Hunt Library: bookBot
At the core of the Hunt Library is the bookBot robotic book delivery system, which can store up to two million items in a climate-controlled environment and deliver any of them within five minutes of a click in the online catalog. Requiring 1/9 the space of conventional shelving, the bookBot helps transform this 21st-century library from a storage facility into a rich environment of learning and collaborative spaces.
While the technology underlying high-density automated shelving has been used in large-scale industries such as automotive manufacturing and textiles for many years, it is now becoming a transformational tool for the pioneering research libraries that are deploying it.
In the bookBot, books and other items are barcoded, sorted by size, and stored in over 18,000 bins. Each item is scanned whenever it is removed from and returned to the system, maximizing the available storage space and allowing the Libraries’ online catalog to track the location of all materials at all times. An accompanying Virtual Browse system brings serendipity into the 21st century by allowing users to see a virtual shelf of all items related in subject, including the growing number of electronic books in the collection. This view can be expanded beyond the Libraries’ collection to encompass the Triangle Research Libraries Network and other collections available for request and delivery.
The system is both fascinating to watch and easy to use. Within minutes of receiving a request, one of the bookBot’s robotic cranes retrieves the requested material and delivers it to an operator, who sends it on to the “Ask Us” center or to other library locations on campus via a rapid delivery service.

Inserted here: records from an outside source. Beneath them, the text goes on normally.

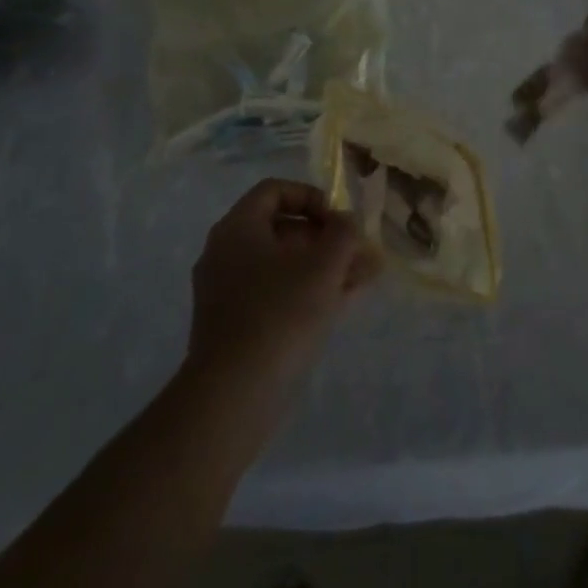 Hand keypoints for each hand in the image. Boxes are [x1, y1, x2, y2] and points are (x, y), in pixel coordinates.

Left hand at [188, 180, 380, 394]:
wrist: (232, 396)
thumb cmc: (280, 314)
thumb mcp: (324, 266)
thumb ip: (343, 234)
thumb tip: (346, 222)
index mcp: (238, 228)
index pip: (275, 191)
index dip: (312, 197)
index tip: (339, 221)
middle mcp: (225, 253)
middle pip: (281, 229)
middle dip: (326, 238)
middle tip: (358, 253)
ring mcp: (226, 292)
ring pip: (281, 265)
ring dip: (322, 267)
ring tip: (362, 278)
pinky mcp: (233, 326)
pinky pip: (273, 294)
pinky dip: (305, 292)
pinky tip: (340, 303)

In addition to the materials in the bookBot, the Hunt Library offers selected collections on open shelving for browsing, including the most recent publications in engineering, computer science, and textiles (2007 to present), located in the Oval View Reading Lounge on the fourth floor. Here faculty and students will also find select print journals from publishers such as the Institute for Electrical and Electronics Engineers (IEEE) and seminal titles such as Science and Nature. On the second floor, open shelves in the Rain Garden Reading Lounge and Quiet Reading Room hold classic works in engineering, computer science, and textiles, core reference works in science, technology, engineering, and mathematics, a science fiction browsing collection, and books published by NC State University faculty.